John Zorn covered "T.V. Eye" for Rubáiyát: Elektra's 40th Anniversary: the same song was also covered for the glam rock film Velvet Goldmine by a supergroup featuring original Stooges guitarist Ron Asheton and members of Sonic Youth, with actor Ewan McGregor on vocals. The Birthday Party covered "Loose" on their 1982 live album Drunk on the Pope's Blood and, also live, the song "Funhouse": a version with sax played by J.G. Thirlwell appears on the 1999 CD The Birthday Party Live 81–82. the Damned's 1977 debut album, Damned Damned Damned, features a cover of "1970", entitled "I Feel Alright". Depeche Mode covered "Dirt" on their I Feel Loved single. Hanoi Rocks cover "1970" (titled "I Feel Alright") on their 1984 live album All Those Wasted Years. Spacemen 3 adapted "T.V. Eye" into the near-cover "OD Catastrophe" on their debut album Sound of Confusion. Michael Monroe also covered the song for his Another Night in the Sun live album in 2010. In 1989 indie rock band Blake Babies covered "Loose" for their album Earwig. They sampled Pop's voice into the song. Rage Against the Machine recorded a cover of "Down on the Street" on their 2000 covers album Renegades, and the main riff from their song "Sleep Now in the Fire" was inspired by the riff in "T.V. Eye." A cover of "Dirt" appears on disc one of Screeching Weasel's 1999 double CD compilation "Thank You Very Little". In 2010, the Nigerian songwriter Billy Bao and his band went into the studio exactly 40 years after the recording of the album and recorded their album "Buildings from Bilbao" using all titles and song times for their own songs (except "1970", which is updated as "2010", and "L.A. Blues", which is called "LAGOS Blues"). "Down on the Street" briefly appears on the song "Maggot Death (Live at Brighton)" off of the Throbbing Gristle album The Second Annual Report, as a field recording of a club playing the song over the P.A. system.

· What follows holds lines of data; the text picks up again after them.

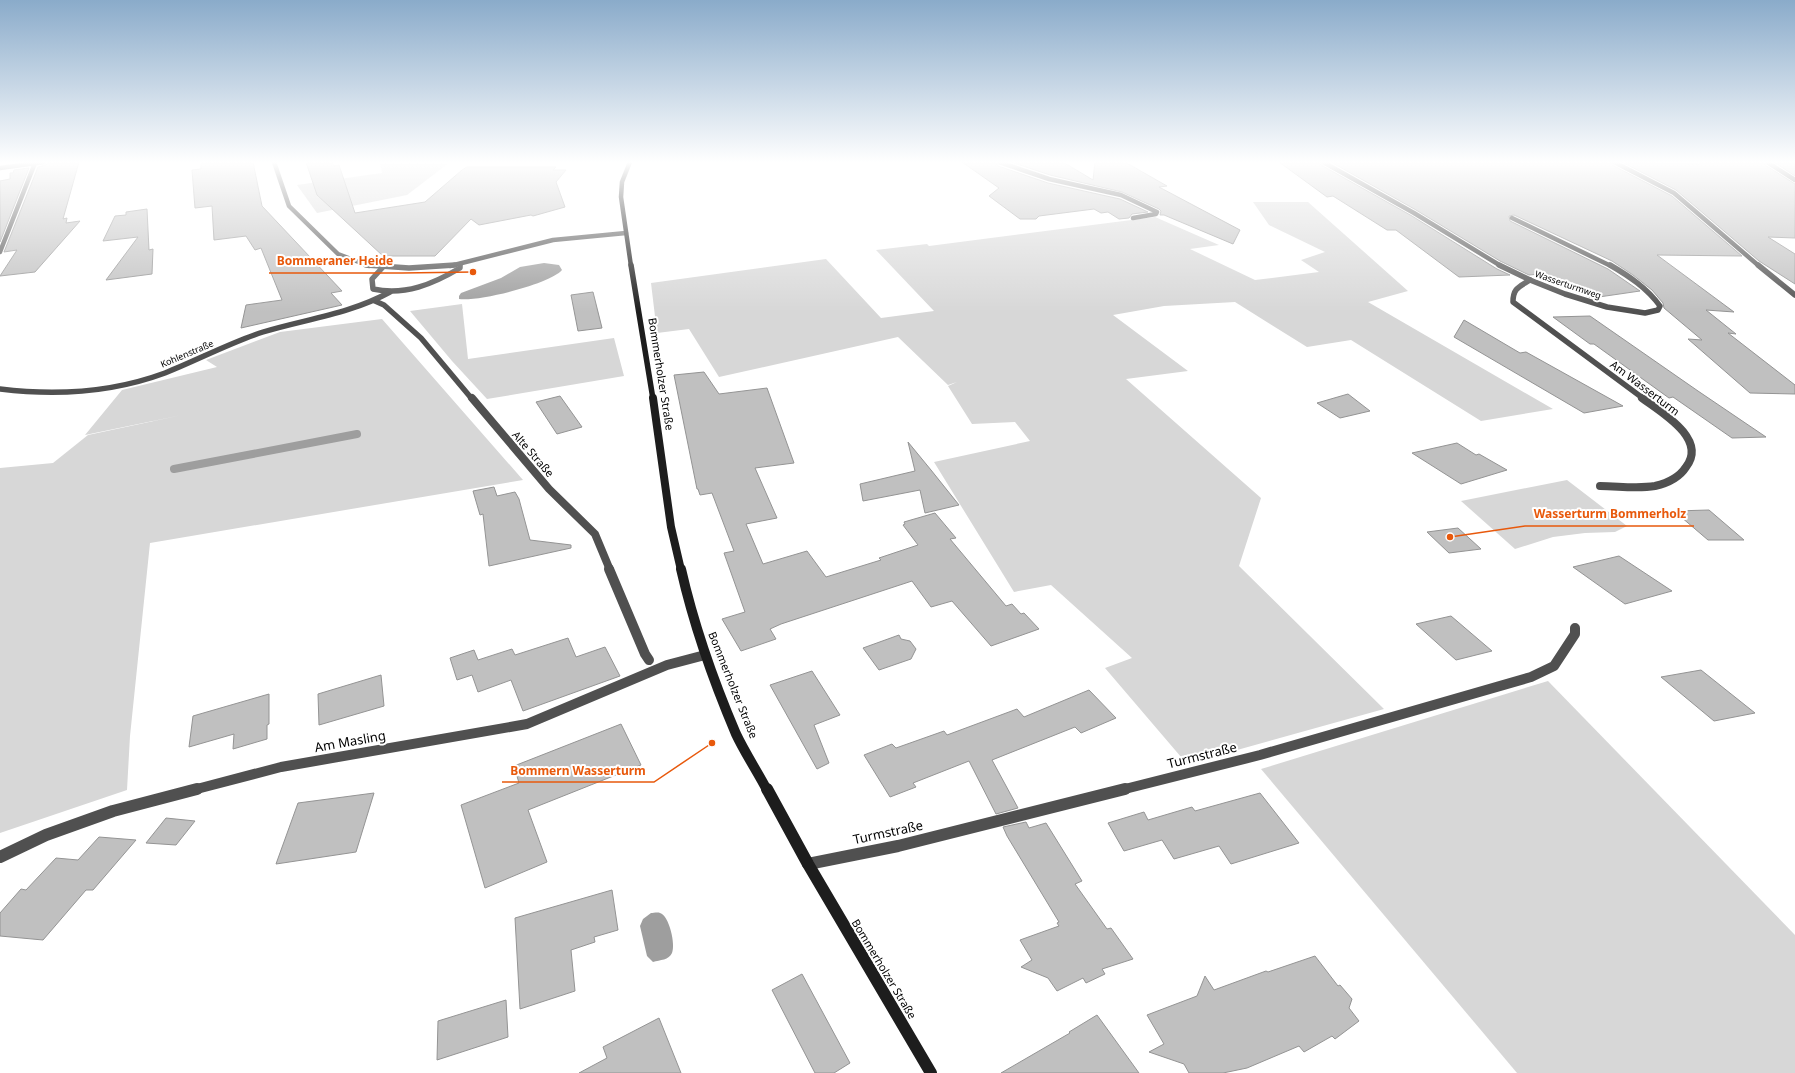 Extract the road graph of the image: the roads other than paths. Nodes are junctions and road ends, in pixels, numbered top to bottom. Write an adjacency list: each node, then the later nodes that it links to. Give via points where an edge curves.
1 (16, 212): 10 (street)
2 (295, 212): 12 (street, via 338,254 356,262)
3 (623, 212): 9 (main road, Bommerholzer Straße)
4 (1157, 212): 7 (street, via 1150,216)
5 (1412, 212): 13 (street, Wasserturmweg)
6 (1696, 212): 15 (street)
7 (1133, 218)
8 (1512, 218): 13 (street, Wasserturmweg, via 1612,266 1641,285 1660,306 1654,312 1621,310 1587,301)
9 (626, 233): 11 (street, via 553,240); 20 (main road, Bommerholzer Straße, via 672,527 691,614)
10 (0, 252)
11 (460, 264): 12 (street, via 425,268); 14 (street, via 460,268 454,272 427,285)
12 (383, 268): 14 (street, via 370,281 373,289)
13 (1530, 280): 18 (street, Am Wasserturm, via 1513,293 1513,302 1663,413 1685,434 1690,443 1690,464 1683,473 1671,481 1655,486)
14 (390, 292): 16 (street)
15 (1795, 295)
16 (375, 301): 17 (street, Kohlenstraße, via 365,306 252,336 165,373 121,387 92,392 55,393); 21 (street, Alte Straße, via 384,305 421,338 549,489 595,534 644,654)
17 (0, 389)
18 (1600, 486)
19 (1575, 628): 23 (street, Turmstraße, via 1575,634 1554,666 1531,677 1260,755 898,846)
20 (705, 655): 22 (street, Am Masling, via 667,665 527,724 281,767 113,811 46,834); 23 (main road, Bommerholzer Straße, via 737,735)
21 (649, 660)
22 (0, 857)
23 (808, 864): 24 (main road, Bommerholzer Straße)
24 (931, 1073) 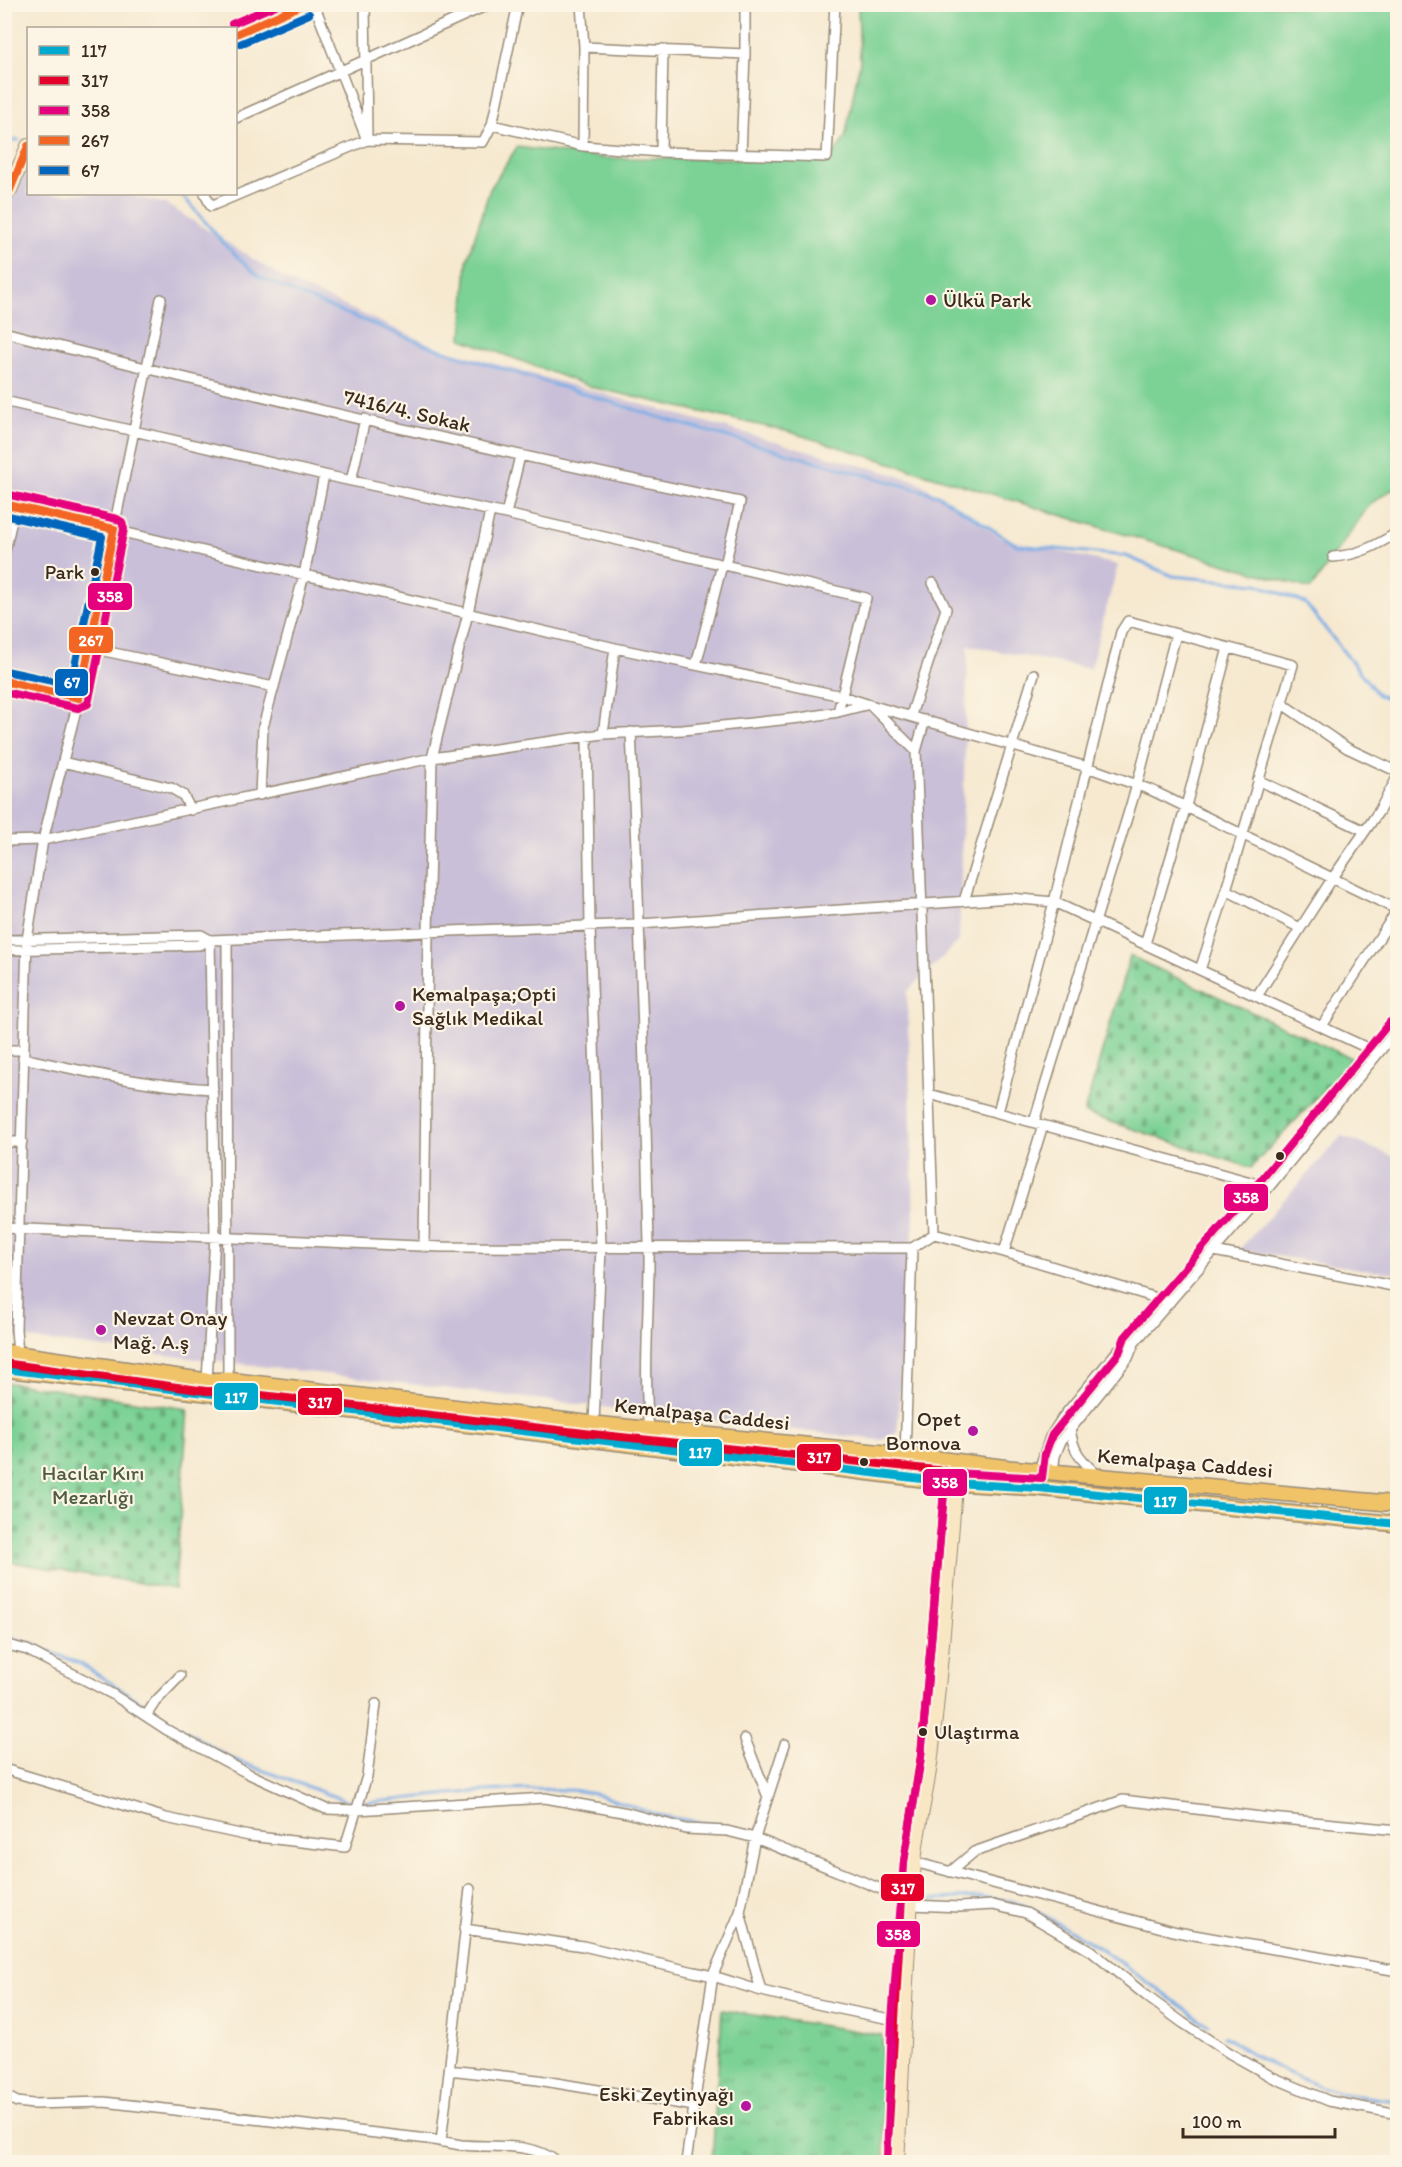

Numerous other musical artists have cited Fun House as their favorite album, including Joey Ramone, Mark E. Smith, Jack White, Nick Cave, Michael Gira, Buzz Osborne, Aaron North, Henry Rollins and Steve Albini. 

In 1999, Rhino Records released a limited edition box set, 1970: The Complete Fun House Sessions, featuring every take of every song from every day of the recording sessions, plus the single versions of "Down on the Street" and "1970". On August 16, 2005, the album was reissued by Elektra and Rhino as a two-CD set featuring a newly remastered version of the album on disc one and a variety of outtakes (essentially highlights from the Complete Fun House Sessions box set. Jack White contributed a quote to Pop biographer Paul Trynka's liner notes to the reissue, in which White dubbed Fun House "by proxy the definitive rock album of America".

In 2005, the Stooges performed the album live in its entirety as part of the All Tomorrow's Parties-curated Don't Look Back series. "Dirt" was ranked number 46 on Gibson's "Top 50 Guitar Solos" list in 2010.

The title track was on the soundtrack to the 2004 video game MTX Mototrax, "1970" appeared in Tony Hawk's Underground 2 the same year and "Down on the Street" appeared in Battlefield: Hardline in 2015.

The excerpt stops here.